Es ist richtig, dass diese Vorgänge nun noch einmal gründlich untersucht werden. Personen wie Vogt, die früh auf Missstände hingewiesen haben, sollte man nicht ächten, sondern möglichst in den Prozess einbeziehen.

Das Unispital hat angekündigt, eine Task-Force einzuberufen. Es ist wichtig, dass diese Expertengruppe wirklich unabhängig arbeitet. Ein Gefälligkeitsgutachten nützt niemandem etwas – schon gar nicht dem Unispital, welches das grösste Interesse an einer transparenten Aufarbeitung haben sollte.

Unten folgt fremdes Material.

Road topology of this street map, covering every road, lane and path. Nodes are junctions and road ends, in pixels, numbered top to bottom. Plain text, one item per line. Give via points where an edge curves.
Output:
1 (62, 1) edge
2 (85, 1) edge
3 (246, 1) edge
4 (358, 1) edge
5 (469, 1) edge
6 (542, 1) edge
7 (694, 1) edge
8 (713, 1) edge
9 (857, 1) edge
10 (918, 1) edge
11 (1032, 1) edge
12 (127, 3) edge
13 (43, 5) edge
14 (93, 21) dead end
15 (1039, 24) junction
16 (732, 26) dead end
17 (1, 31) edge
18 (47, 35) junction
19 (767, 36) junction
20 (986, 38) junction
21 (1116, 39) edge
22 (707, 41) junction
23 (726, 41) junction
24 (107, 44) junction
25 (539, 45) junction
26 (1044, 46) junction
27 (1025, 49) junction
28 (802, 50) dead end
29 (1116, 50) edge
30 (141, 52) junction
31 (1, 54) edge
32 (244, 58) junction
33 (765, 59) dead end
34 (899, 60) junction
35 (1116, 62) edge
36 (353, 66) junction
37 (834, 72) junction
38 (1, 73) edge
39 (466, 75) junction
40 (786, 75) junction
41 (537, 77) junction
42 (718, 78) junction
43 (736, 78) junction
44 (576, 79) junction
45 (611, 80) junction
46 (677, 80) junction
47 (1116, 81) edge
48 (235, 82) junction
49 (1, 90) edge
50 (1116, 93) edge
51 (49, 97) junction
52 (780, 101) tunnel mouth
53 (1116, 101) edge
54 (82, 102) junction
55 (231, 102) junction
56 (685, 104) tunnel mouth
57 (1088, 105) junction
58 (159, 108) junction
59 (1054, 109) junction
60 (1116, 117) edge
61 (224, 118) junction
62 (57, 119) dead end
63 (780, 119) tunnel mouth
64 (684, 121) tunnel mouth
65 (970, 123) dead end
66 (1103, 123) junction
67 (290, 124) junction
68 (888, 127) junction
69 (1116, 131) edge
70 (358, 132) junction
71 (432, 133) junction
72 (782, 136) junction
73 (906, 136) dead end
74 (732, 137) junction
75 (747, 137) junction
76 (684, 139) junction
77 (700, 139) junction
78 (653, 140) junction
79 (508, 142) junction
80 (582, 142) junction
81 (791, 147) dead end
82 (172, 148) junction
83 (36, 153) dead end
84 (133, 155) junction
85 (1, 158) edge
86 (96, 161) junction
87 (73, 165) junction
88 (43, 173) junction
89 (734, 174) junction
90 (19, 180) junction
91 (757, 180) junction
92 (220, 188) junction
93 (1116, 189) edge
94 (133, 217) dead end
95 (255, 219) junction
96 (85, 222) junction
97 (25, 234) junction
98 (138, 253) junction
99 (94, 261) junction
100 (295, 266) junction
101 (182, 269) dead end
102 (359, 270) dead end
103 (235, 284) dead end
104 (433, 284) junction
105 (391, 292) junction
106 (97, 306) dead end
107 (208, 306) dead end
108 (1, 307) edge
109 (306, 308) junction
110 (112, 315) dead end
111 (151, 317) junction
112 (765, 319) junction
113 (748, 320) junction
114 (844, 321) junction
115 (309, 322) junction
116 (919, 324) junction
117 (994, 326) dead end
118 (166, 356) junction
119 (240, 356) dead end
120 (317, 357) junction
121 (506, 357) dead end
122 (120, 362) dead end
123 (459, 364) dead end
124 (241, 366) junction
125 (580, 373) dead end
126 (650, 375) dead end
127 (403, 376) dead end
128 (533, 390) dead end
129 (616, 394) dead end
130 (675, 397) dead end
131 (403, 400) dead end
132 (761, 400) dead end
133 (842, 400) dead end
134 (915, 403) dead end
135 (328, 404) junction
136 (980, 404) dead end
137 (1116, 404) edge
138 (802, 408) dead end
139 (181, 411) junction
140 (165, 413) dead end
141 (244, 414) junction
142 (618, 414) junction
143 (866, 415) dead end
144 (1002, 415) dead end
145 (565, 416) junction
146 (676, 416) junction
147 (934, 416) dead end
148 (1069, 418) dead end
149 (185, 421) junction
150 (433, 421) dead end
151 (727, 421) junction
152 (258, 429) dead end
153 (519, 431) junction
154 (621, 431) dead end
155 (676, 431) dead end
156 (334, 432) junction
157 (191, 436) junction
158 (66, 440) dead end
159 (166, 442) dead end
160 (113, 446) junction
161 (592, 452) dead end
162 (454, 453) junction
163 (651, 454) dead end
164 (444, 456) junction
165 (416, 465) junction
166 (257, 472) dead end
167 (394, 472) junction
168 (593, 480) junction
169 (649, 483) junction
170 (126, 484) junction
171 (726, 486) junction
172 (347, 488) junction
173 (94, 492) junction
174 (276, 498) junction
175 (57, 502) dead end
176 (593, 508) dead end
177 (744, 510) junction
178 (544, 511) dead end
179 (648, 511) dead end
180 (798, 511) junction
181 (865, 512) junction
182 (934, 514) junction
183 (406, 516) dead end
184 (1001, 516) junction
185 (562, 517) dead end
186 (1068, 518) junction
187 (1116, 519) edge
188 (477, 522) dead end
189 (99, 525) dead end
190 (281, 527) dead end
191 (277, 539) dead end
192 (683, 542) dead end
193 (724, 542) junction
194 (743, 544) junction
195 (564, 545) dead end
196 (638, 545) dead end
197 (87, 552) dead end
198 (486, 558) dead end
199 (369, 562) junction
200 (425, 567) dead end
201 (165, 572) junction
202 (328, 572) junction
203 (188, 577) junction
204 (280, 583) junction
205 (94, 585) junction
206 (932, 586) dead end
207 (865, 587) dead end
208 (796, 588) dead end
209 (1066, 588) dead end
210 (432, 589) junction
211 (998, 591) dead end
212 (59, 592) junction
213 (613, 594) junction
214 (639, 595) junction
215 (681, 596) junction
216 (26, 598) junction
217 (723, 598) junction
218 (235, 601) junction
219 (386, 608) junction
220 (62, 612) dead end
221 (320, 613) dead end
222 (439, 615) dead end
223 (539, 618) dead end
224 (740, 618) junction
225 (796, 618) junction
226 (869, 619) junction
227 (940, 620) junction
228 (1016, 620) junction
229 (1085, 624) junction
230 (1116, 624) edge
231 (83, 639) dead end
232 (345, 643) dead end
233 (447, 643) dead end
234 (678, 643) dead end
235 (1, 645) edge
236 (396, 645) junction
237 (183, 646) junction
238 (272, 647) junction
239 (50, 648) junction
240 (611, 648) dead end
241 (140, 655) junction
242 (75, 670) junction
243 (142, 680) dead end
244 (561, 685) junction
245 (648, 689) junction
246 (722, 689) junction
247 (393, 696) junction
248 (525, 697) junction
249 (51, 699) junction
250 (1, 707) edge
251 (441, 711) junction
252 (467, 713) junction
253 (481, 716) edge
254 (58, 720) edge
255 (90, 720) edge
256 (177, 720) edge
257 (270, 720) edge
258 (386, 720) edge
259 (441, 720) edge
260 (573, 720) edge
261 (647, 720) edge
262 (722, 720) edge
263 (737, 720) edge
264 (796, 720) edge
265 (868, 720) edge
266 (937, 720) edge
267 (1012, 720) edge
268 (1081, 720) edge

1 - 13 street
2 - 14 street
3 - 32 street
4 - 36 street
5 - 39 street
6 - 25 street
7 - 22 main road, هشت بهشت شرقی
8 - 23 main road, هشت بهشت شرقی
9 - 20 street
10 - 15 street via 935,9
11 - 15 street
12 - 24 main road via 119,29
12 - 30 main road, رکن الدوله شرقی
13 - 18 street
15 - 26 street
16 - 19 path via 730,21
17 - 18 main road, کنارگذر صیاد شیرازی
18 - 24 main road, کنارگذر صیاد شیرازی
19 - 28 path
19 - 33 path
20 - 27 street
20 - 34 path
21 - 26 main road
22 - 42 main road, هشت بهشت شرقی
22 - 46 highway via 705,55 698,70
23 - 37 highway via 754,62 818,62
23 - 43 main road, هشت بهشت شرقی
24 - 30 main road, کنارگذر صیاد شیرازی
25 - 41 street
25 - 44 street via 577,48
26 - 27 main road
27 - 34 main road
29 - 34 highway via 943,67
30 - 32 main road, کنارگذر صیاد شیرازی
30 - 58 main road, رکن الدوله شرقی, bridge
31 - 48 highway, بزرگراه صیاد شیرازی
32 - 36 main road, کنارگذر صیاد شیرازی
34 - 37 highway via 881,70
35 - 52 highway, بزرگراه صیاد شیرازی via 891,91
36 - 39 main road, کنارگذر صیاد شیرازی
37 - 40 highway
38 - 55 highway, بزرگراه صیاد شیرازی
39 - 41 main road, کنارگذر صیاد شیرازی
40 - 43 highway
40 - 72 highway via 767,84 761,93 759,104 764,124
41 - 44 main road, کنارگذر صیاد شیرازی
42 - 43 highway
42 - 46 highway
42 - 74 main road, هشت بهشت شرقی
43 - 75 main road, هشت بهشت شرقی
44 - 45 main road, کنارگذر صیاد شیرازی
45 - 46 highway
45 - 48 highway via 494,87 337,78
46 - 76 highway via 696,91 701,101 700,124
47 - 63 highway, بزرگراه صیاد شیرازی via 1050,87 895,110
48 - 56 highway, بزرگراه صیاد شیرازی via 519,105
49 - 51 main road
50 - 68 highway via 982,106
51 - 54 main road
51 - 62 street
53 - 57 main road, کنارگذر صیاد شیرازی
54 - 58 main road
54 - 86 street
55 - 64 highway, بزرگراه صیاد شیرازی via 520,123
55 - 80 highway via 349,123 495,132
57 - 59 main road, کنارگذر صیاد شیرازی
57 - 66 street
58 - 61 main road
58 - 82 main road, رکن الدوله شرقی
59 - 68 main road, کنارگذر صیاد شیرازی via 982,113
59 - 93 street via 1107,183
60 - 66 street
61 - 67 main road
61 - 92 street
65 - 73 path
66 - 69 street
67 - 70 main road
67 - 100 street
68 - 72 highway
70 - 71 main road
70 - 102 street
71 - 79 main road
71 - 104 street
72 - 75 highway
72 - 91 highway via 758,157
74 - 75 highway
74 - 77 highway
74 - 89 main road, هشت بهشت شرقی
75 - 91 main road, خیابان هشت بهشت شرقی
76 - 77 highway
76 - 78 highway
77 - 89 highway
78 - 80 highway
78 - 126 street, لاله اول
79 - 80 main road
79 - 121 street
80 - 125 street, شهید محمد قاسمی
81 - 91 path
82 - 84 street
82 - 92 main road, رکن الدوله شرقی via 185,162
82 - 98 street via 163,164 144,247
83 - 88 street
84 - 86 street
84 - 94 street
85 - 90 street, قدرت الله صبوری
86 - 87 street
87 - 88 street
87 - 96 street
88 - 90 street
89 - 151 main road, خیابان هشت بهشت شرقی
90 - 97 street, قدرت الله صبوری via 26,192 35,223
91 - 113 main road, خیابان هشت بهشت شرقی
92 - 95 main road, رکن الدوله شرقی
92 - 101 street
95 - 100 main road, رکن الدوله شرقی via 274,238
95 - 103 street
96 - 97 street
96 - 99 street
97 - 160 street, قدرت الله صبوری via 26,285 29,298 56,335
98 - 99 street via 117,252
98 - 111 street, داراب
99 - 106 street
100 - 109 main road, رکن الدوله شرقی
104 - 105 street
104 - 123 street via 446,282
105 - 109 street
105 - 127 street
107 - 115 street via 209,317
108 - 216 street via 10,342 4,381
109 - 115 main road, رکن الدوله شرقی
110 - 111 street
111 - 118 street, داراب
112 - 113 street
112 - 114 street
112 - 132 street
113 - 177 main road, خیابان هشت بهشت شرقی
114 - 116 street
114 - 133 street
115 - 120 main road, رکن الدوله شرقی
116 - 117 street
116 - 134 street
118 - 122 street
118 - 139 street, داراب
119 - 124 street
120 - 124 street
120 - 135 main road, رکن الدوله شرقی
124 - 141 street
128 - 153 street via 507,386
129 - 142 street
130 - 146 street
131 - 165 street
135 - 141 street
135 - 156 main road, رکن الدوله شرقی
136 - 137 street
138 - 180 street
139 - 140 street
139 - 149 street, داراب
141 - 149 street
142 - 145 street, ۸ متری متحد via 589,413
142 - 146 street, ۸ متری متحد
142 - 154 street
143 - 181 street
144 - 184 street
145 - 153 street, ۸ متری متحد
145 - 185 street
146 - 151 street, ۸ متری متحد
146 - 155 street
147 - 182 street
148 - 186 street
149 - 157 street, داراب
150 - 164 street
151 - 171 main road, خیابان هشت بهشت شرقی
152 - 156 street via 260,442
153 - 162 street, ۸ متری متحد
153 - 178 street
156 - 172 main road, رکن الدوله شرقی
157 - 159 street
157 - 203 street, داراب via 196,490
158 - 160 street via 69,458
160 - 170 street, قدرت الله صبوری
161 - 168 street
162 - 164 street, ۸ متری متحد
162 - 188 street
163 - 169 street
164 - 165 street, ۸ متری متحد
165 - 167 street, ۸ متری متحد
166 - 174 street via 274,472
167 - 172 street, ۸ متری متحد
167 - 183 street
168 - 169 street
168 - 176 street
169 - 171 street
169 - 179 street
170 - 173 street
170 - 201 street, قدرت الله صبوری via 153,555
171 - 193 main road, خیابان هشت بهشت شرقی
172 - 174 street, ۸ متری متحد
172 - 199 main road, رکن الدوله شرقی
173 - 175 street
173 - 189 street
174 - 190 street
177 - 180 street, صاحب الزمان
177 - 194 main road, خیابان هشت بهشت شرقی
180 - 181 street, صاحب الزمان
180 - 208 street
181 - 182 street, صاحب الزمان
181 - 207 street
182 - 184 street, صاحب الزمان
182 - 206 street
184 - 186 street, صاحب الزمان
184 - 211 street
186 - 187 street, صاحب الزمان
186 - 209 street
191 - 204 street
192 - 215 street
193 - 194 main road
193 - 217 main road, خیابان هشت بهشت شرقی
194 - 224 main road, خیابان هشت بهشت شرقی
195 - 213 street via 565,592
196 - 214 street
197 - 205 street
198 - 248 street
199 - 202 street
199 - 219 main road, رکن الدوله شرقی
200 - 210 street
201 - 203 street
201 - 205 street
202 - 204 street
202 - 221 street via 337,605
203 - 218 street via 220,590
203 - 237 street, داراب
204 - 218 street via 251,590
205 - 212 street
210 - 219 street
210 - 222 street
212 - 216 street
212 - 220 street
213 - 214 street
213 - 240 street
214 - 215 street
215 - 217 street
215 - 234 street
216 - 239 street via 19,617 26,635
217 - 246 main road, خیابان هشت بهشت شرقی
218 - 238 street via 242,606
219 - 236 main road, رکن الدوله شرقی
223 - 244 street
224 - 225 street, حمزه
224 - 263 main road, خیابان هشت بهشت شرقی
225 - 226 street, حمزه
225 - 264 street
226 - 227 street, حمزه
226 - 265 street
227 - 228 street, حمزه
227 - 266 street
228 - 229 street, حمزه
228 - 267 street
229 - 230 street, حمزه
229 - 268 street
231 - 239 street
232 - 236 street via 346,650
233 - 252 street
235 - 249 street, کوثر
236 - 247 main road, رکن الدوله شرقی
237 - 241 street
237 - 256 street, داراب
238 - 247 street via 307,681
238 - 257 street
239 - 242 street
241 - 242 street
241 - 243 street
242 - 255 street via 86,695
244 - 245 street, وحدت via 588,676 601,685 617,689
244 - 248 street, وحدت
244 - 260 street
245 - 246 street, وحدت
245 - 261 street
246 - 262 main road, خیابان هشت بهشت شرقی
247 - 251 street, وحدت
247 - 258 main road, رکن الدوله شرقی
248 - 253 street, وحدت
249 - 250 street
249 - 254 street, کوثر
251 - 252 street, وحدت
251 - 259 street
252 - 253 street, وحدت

Schliesslich geht es um nicht weniger als den guten Ruf des wichtigsten Zürcher Spitals. Dieser hat durch die Vorkommnisse gelitten; die Herzoperationen gingen zeitweise merklich zurück. Positiv ist, dass sich die Qualität seit Maisanos abruptem Abgang vor vier Jahren merklich gesteigert hat. Sie befindet sich wieder auf Normalniveau.

Positiv sind auch die Anpassungen an der Organisationsstruktur, die Gesundheitsdirektorin Natalie Rickli initiiert hat. Die SVP-Frau hat die Aufsicht über das Unispital, das dem Kanton gehört. Auch personelle Wechsel im Spitalrat haben sich bewährt.

In den letzten Tagen machte Rickli allerdings einen nervösen Eindruck. Unter anderem klagte sie den Finanzblog «Inside Paradeplatz» wegen Persönlichkeitsverletzung an. Und sie schoss im Kantonsrat gegen Medien, die rund um das Unispital bloss «Klatsch und Gerüchte» verbreiteten. Das wirkte wenig souverän.

Transparenz muss nun für alle Beteiligten das oberste Gebot sein. Für ein umfassendes Bild sollte die Unispital-Task-Force nicht nur, wie angekündigt, alle Todesfälle von 2016 bis 2020 untersuchen. Sondern auch die Komplikationen mit den von Maisano selbst entwickelten Implantaten. Die Ergebnisse sollten veröffentlicht und breit diskutiert werden. Das gilt auch für die Verantwortlichkeiten: Wer wusste wann von den Schwierigkeiten? Warum unternahm man nicht früher etwas dagegen?

Möglich, dass auch die Justiz noch einmal energischer untersuchen muss. Die Zürcher Staatsanwaltschaft hatte einst Abklärungen getroffen, aber nicht weiterverfolgt. Das könnte sich bei neuen Erkenntnissen ändern. Für einen Schlussstrich ist es zu früh.